Dataset entries:
***

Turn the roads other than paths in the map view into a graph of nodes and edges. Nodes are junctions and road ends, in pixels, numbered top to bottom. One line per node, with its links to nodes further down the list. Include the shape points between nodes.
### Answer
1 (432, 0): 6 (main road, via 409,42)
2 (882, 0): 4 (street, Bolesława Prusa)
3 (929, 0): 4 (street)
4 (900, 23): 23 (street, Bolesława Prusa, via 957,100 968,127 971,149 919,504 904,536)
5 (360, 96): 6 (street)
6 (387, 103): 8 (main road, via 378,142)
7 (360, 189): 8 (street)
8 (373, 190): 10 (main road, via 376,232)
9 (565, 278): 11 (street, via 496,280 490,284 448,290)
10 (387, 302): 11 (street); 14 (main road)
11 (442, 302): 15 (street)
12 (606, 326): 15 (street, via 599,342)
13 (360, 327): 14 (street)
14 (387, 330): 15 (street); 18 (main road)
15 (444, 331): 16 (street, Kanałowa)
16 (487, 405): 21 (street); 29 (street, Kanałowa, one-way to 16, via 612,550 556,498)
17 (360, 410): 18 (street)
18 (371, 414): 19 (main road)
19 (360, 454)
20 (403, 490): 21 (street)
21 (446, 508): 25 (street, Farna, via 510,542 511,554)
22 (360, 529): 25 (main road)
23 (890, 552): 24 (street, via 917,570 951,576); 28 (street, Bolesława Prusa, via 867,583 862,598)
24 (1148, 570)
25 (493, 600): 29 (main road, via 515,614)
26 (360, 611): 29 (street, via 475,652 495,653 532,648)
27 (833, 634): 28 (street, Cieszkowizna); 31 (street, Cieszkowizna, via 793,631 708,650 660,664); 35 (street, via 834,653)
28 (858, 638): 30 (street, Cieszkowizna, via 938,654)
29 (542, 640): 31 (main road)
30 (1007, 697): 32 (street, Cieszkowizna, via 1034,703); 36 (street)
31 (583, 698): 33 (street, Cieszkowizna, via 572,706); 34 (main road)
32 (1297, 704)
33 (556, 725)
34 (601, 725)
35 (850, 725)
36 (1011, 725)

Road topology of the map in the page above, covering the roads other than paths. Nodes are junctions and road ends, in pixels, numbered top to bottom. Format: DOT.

***

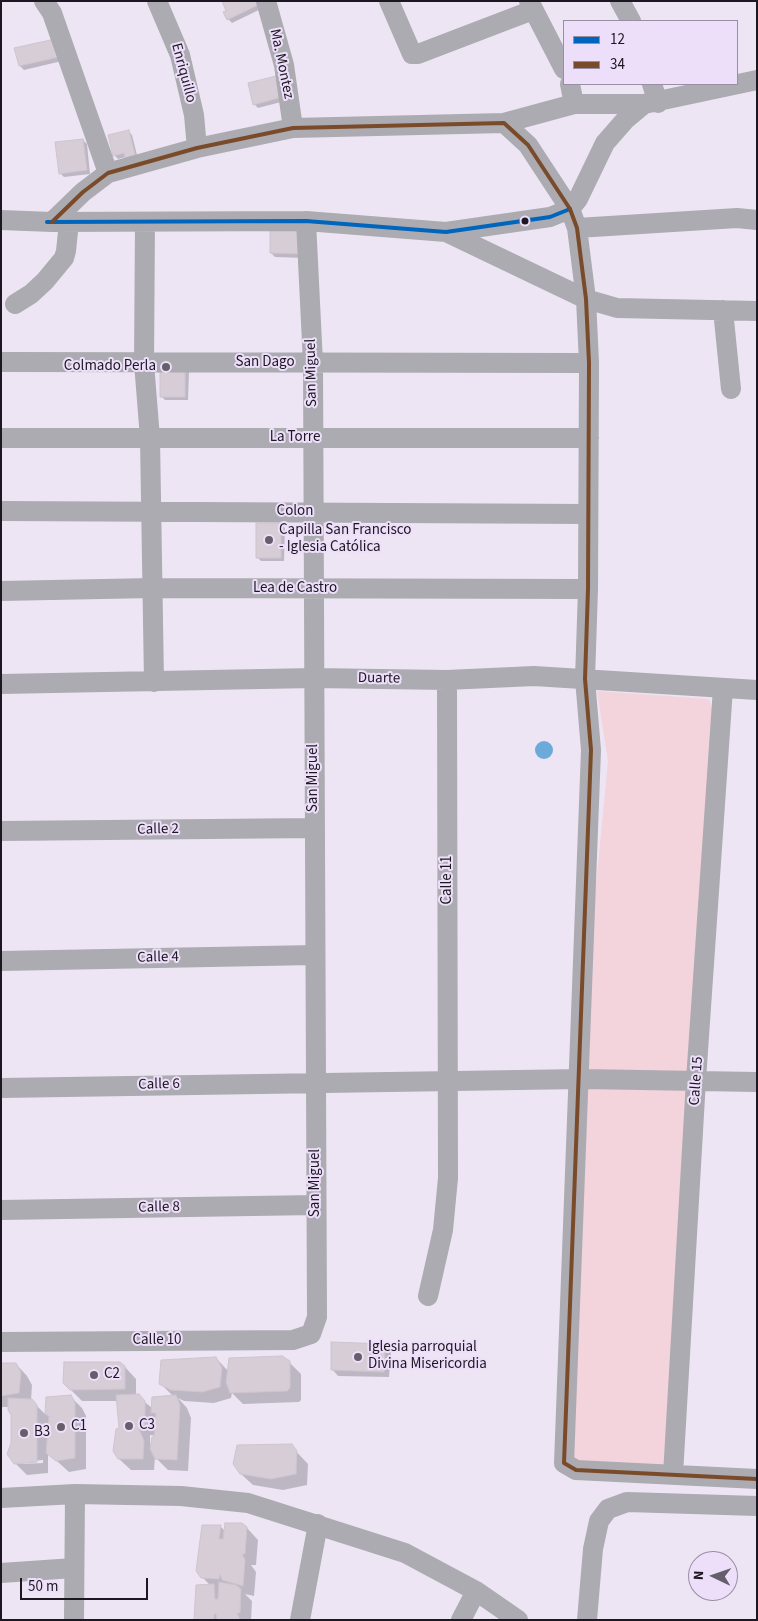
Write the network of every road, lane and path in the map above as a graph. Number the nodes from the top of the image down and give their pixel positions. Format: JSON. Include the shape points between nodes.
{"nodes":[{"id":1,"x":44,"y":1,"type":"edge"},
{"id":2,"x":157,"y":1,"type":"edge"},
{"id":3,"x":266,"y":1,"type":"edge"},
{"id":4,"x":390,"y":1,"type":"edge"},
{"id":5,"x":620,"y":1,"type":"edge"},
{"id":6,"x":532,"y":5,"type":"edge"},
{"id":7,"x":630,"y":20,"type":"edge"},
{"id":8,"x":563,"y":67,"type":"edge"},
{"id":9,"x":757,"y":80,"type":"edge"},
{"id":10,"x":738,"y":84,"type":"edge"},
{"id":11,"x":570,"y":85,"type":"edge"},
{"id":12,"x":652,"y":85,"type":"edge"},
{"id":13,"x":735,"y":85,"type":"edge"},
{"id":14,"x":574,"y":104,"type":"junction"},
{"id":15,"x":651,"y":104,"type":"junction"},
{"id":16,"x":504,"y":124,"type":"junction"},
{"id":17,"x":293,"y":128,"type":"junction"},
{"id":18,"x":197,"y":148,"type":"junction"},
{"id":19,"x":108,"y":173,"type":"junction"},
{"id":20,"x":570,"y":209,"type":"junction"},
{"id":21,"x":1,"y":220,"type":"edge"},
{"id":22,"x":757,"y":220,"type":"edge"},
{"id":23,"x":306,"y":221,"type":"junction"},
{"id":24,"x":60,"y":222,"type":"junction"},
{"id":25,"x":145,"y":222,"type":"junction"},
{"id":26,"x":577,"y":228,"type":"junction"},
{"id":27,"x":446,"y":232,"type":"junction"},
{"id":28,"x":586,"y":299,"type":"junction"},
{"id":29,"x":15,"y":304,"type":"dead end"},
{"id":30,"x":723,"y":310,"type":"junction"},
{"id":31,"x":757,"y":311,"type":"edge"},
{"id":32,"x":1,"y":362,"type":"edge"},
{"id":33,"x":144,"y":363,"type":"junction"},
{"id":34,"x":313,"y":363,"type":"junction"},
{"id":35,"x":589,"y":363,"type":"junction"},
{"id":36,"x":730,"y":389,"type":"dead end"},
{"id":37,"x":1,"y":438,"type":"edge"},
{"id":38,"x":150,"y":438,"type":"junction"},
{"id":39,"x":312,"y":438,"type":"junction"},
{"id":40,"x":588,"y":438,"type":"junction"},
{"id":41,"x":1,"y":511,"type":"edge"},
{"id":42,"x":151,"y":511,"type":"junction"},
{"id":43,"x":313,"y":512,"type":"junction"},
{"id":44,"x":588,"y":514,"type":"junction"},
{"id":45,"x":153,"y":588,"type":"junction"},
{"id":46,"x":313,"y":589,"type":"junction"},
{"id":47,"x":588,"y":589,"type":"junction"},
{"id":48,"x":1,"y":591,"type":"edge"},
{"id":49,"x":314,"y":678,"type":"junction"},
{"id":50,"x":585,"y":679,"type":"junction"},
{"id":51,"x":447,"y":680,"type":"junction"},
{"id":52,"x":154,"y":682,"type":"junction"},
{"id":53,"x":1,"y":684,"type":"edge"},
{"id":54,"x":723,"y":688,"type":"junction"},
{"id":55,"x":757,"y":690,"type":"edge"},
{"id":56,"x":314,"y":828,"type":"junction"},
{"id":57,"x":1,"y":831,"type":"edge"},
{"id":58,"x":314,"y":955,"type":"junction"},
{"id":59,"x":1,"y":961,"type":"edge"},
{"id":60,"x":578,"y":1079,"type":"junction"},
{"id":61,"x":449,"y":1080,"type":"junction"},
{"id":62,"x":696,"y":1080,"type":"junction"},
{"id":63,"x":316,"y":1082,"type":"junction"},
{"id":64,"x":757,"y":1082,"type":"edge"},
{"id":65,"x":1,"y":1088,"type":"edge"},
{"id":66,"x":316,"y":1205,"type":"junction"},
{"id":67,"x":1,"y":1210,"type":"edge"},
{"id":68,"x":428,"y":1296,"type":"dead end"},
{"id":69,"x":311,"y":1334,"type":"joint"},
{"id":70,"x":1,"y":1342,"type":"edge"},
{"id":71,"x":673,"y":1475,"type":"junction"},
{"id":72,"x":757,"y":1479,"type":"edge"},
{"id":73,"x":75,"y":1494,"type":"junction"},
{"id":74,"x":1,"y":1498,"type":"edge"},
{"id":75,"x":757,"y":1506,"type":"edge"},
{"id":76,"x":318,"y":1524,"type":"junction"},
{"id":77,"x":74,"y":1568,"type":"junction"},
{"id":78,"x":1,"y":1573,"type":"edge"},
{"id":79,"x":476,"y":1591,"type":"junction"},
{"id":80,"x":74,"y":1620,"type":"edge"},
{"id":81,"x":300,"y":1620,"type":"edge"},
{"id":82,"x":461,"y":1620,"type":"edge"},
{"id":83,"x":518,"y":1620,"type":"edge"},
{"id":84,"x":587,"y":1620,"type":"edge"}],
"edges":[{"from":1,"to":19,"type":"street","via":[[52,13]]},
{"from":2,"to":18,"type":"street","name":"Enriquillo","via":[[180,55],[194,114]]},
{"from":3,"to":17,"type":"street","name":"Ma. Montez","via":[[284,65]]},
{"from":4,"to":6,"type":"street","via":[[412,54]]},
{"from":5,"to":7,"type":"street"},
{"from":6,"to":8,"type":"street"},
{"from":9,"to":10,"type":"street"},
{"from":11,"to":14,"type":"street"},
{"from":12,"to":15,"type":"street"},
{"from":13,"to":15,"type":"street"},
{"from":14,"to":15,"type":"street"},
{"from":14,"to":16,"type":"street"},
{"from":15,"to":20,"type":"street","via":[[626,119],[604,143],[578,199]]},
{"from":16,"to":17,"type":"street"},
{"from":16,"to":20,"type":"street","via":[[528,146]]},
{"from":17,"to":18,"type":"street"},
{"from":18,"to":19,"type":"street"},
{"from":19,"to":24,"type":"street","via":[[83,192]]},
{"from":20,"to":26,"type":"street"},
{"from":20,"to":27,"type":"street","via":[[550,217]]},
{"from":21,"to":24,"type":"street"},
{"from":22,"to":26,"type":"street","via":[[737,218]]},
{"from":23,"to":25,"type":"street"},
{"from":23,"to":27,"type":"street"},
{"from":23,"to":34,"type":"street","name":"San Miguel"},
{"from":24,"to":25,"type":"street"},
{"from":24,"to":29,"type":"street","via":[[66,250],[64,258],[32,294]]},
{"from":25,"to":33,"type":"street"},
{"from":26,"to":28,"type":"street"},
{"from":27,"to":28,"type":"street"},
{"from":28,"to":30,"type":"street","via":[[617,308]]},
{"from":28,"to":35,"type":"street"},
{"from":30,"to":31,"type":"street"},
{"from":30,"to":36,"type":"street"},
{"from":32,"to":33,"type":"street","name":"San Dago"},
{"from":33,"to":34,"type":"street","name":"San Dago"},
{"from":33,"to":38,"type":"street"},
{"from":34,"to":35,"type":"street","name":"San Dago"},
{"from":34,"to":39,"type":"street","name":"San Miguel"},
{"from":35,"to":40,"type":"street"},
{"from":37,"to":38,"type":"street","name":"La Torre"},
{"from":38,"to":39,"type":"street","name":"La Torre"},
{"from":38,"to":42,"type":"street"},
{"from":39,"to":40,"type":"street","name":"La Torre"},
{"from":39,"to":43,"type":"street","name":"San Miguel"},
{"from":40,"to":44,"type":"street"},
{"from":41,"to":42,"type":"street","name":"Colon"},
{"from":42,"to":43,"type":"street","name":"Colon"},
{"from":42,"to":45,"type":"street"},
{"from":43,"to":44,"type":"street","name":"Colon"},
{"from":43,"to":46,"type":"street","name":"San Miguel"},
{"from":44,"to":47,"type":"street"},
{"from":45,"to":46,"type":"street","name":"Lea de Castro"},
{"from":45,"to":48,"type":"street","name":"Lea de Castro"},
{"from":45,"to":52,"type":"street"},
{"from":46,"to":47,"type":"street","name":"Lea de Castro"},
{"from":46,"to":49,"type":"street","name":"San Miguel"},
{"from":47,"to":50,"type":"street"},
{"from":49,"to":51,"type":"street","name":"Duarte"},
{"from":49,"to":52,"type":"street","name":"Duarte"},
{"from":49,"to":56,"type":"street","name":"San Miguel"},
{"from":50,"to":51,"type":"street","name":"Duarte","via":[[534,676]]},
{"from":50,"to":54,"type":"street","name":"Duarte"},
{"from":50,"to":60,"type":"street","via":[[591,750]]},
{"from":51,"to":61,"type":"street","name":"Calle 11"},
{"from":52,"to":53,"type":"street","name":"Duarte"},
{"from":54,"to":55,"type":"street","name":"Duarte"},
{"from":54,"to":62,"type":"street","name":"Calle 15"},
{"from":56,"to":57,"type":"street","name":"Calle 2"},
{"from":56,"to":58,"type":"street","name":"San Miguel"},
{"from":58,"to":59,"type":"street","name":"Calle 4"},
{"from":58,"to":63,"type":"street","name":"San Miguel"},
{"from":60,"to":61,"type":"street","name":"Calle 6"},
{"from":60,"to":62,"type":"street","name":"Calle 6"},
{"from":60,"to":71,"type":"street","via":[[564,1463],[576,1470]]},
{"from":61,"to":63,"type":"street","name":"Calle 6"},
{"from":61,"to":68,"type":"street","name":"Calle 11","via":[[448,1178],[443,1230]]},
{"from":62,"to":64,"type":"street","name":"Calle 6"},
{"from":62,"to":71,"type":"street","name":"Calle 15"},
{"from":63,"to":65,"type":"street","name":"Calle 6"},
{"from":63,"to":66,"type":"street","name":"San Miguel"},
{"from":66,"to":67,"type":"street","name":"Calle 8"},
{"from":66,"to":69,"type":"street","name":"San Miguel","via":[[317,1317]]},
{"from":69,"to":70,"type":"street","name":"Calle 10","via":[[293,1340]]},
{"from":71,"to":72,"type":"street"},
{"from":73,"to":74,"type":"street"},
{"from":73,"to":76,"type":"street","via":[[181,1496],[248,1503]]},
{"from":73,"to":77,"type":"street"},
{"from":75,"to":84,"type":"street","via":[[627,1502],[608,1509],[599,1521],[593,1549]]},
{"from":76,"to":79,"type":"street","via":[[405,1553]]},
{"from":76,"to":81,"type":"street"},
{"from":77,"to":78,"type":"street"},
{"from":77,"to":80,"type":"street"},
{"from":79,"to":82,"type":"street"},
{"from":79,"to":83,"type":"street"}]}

***

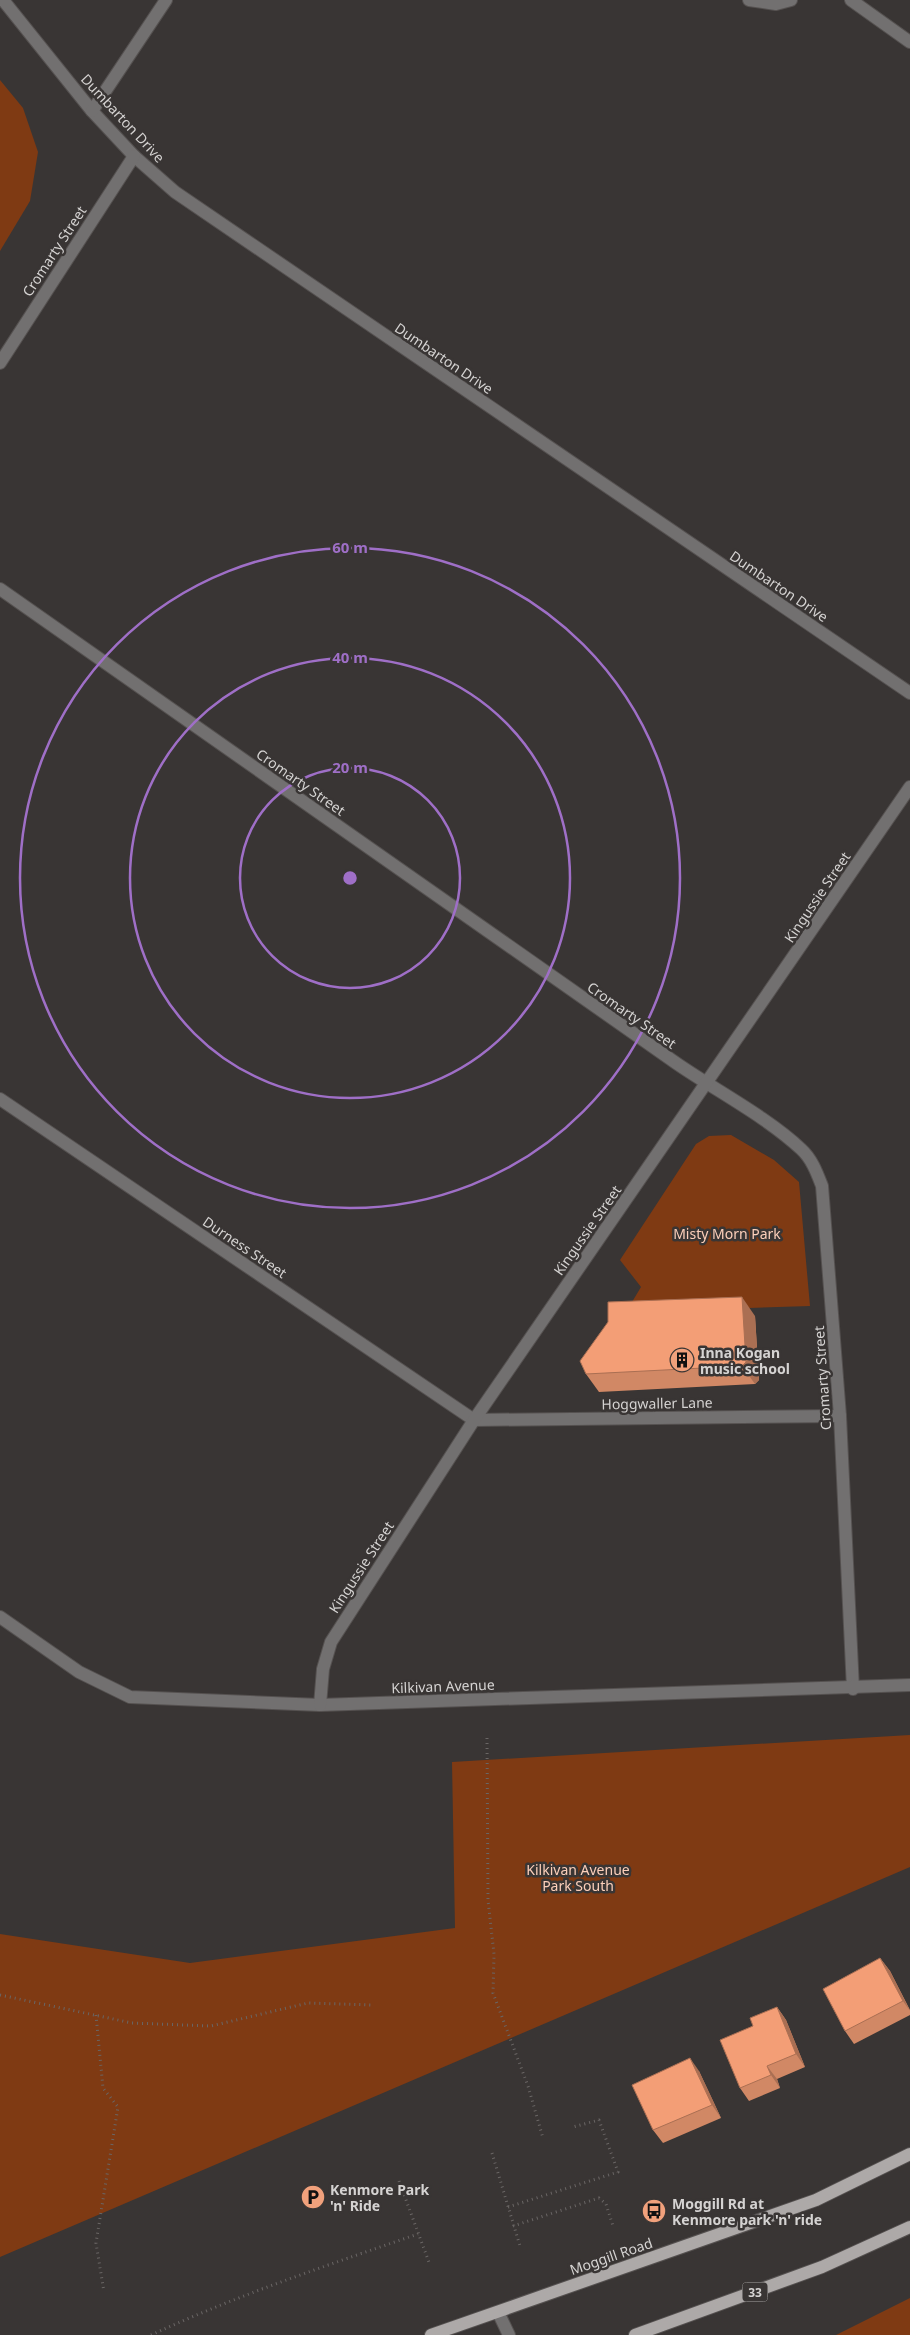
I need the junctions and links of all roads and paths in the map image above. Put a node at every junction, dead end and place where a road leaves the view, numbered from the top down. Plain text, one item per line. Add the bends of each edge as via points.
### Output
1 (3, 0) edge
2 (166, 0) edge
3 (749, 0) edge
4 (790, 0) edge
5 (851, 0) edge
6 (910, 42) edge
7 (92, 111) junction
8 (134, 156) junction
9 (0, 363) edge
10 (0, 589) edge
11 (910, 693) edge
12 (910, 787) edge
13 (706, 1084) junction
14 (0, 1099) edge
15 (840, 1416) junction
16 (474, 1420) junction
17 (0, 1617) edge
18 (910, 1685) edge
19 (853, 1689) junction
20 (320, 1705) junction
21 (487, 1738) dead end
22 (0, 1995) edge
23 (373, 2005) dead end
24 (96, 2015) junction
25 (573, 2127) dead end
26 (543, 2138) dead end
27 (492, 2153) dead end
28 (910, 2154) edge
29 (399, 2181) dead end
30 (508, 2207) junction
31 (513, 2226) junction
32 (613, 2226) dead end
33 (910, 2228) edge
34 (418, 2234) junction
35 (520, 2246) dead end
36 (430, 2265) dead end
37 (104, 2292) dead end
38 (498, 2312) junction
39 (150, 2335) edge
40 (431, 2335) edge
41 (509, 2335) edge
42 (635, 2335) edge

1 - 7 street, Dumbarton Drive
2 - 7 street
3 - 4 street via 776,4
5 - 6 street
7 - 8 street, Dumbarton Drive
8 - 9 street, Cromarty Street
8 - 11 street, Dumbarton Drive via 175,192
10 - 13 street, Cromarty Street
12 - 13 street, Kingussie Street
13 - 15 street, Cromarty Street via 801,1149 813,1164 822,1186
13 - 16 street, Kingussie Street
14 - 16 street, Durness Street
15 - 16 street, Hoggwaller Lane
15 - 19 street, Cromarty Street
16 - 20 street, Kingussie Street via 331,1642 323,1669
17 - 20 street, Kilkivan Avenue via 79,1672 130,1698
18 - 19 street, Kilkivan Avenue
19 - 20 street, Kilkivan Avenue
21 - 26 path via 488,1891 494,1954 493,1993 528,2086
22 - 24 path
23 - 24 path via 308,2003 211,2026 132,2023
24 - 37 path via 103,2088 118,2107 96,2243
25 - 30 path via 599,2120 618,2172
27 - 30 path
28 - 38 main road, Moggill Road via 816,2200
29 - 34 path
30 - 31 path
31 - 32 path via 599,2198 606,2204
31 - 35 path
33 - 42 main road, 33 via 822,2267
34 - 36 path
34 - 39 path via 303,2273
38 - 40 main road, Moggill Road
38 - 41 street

***

**What you should do**. Copy out every line of the data that includes "than".

**Result of this exercise**.
Turn the roads other than paths in the map view into a graph of nodes and edges. Nodes are junctions and road ends, in pixels, numbered top to bottom. One line per node, with its links to nodes further down the list. Include the shape points between nodes.
Road topology of the map in the page above, covering the roads other than paths. Nodes are junctions and road ends, in pixels, numbered top to bottom. Format: DOT.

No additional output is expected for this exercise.